Réunion de régulation mensuelle entre la direction générale et les directrices de pôle, comité mensuel de direction élargi (en présence de l’ensemble des directrices et chefs de service), réunions hebdomadaires de service, réunions de supervision mensuelles, réunions institutionnelles mensuelles, réunions institutionnelles trimestrielles sur l’ensemble des services, réunions thématiques trimestrielles, comité technique de coordination et d’admission du chantier d’insertion, commissions transversales trimestrielles (logement, hébergement d’urgence et stagiaire)

Evaluation
Auto évaluation / évaluation

Sur le premier semestre 2010, l’association a engagé une évaluation externe sur son pôle hébergement social.

Sur son secteur socio-judiciaire, l’association a intégré la démarche d’auto-évaluation initiée par sa fédération Citoyens et justice (en partenariat avec la Chancellerie) sur l’ensemble des mesures pré-sentencielles et post-sentencielles. Des guides d’évaluation et d’indicateurs transversaux communs aux différentes mesures socio-judiciaires sont renseignés.

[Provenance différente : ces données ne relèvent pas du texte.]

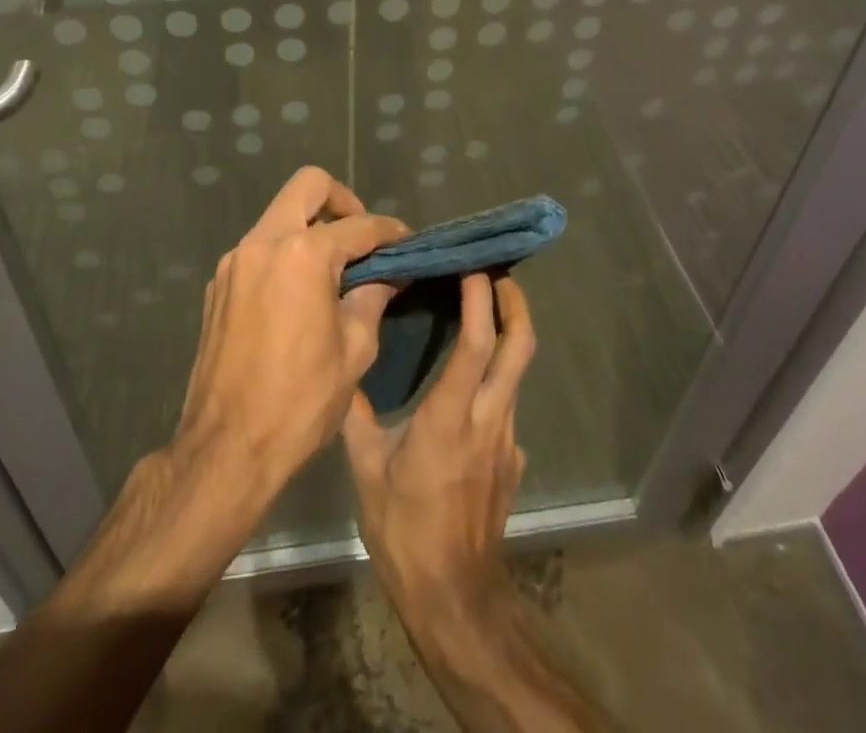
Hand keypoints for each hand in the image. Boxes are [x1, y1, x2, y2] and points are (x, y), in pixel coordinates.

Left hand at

Sur les deux CHRS, une démarche d’auto-évaluation a été conduite avec le cabinet Qualilog (mandaté par la DDASS et l’UDASHI). L’association souhaite poursuivre en 2010 ou 2011 en fonction des financements qu’elle obtiendra une évaluation externe sur les deux structures.

En projet

La création d’un accueil de nuit qui sera couplé à la Halte de jour et la PAUO (implantées actuellement sur le site de l’Oasis) et adossé à la création d’un restaurant social, le développement de chantiers d’insertion, transformation d’une partie des places Milada en places Lits Halte Soins Santé ou Lits Médicalisés, l’extension du CHRS Hermitage sur 4 places pour accueillir des détenus âgés, la création d’un CAVA en direction des publics sous main de justice, la gestion de deux maisons relais, l’extension du service judiciaire sur le département des Yvelines.